TASK PROMPT. Show all lines of the listing that hold the word "shape".

═══ INFORMATION PROVIDED ═══

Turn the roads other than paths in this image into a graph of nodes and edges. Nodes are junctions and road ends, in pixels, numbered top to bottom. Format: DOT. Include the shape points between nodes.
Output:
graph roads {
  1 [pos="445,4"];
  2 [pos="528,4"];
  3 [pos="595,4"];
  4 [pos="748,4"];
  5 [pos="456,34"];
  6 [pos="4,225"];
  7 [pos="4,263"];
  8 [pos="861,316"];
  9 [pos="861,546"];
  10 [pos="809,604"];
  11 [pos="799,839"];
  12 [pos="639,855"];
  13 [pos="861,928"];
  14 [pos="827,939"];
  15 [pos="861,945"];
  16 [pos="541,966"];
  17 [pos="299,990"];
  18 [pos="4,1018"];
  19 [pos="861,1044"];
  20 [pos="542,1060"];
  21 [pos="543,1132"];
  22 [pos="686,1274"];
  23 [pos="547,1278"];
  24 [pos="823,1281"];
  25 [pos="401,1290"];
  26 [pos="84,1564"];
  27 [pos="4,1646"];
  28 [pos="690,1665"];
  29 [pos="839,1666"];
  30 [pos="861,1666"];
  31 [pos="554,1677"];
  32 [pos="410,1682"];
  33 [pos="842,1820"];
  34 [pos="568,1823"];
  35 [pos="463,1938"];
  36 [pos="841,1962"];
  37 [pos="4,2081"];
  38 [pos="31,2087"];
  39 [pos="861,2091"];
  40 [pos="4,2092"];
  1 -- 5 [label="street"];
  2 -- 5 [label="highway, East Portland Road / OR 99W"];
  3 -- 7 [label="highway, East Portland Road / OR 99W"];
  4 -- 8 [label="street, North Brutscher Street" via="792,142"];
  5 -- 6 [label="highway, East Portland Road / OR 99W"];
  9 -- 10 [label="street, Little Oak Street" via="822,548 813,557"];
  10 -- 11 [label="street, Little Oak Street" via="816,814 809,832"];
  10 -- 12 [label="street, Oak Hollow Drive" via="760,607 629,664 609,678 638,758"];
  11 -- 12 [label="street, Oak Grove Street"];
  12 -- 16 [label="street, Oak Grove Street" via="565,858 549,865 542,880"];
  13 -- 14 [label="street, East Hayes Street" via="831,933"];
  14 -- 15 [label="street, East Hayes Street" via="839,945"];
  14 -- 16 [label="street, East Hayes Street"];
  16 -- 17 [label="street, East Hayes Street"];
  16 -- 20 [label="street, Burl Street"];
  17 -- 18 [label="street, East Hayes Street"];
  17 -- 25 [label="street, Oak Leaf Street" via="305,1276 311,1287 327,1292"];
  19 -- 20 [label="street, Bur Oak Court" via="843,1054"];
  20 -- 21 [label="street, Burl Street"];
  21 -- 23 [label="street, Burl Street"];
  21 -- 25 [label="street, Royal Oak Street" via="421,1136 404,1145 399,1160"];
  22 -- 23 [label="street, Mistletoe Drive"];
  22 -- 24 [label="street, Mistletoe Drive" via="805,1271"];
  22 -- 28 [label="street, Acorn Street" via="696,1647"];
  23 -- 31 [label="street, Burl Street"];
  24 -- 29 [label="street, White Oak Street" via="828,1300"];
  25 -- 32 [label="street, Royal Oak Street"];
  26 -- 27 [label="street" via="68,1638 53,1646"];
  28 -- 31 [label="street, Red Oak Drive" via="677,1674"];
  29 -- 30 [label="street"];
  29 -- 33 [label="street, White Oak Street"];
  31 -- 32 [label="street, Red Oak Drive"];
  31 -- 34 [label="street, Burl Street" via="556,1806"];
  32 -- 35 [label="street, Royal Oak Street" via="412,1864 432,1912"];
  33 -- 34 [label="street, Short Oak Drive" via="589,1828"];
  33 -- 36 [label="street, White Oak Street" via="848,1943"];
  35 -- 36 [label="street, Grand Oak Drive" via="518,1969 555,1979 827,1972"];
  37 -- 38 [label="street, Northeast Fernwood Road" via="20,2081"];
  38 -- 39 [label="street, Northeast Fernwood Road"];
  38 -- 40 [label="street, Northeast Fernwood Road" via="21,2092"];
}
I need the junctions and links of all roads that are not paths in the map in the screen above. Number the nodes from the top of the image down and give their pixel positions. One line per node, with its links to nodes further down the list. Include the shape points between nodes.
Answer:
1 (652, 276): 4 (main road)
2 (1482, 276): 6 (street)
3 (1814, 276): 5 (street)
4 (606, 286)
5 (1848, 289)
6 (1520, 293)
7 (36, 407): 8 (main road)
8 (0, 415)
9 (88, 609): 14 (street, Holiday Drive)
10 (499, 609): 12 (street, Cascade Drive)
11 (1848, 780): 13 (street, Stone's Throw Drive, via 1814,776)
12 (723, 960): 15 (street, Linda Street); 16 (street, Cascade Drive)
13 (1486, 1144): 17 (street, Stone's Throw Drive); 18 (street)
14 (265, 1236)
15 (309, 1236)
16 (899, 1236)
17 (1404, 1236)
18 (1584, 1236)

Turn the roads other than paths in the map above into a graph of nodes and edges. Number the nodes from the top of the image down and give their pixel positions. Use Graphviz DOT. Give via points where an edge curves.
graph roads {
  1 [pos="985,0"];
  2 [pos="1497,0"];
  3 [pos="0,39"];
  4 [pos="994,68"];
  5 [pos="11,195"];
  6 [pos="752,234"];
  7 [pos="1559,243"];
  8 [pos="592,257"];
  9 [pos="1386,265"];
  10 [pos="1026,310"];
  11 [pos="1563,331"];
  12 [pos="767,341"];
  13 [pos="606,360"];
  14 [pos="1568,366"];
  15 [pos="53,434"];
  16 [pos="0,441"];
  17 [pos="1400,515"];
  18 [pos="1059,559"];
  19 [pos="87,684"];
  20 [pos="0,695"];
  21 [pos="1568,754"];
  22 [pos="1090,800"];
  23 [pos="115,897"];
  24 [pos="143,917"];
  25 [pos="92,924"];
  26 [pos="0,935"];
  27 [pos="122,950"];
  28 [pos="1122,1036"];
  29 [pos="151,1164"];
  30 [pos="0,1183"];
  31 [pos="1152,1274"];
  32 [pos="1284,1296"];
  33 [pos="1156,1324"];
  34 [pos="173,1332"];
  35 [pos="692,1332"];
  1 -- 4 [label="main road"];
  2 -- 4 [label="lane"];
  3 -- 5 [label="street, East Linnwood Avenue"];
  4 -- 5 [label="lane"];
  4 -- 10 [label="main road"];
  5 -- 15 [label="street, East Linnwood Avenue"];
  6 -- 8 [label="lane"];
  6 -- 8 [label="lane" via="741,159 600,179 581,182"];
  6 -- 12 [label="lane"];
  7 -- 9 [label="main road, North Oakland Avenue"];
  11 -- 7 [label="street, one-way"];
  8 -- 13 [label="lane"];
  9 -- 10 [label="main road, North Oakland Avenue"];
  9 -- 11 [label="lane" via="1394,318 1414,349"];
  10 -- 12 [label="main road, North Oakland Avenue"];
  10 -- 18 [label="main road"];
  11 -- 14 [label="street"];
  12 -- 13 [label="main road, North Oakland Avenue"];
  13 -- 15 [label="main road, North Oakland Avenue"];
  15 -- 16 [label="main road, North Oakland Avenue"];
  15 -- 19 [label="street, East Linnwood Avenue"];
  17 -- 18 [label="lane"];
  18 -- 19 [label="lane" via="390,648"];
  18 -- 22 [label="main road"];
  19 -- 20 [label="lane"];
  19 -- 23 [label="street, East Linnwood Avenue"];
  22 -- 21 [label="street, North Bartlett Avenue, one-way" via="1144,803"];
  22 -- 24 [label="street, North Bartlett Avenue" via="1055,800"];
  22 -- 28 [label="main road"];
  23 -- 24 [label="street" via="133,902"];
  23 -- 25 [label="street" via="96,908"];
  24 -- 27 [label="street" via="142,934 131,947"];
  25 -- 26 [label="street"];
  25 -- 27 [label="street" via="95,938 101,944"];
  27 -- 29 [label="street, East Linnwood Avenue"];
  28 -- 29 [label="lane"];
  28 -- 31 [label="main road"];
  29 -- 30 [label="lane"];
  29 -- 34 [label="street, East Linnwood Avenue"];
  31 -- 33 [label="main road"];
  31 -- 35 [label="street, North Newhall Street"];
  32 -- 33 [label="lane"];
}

═══

ANSWER TO THIS EXERCISE.
Turn the roads other than paths in this image into a graph of nodes and edges. Nodes are junctions and road ends, in pixels, numbered top to bottom. Format: DOT. Include the shape points between nodes.
I need the junctions and links of all roads that are not paths in the map in the screen above. Number the nodes from the top of the image down and give their pixel positions. One line per node, with its links to nodes further down the list. Include the shape points between nodes.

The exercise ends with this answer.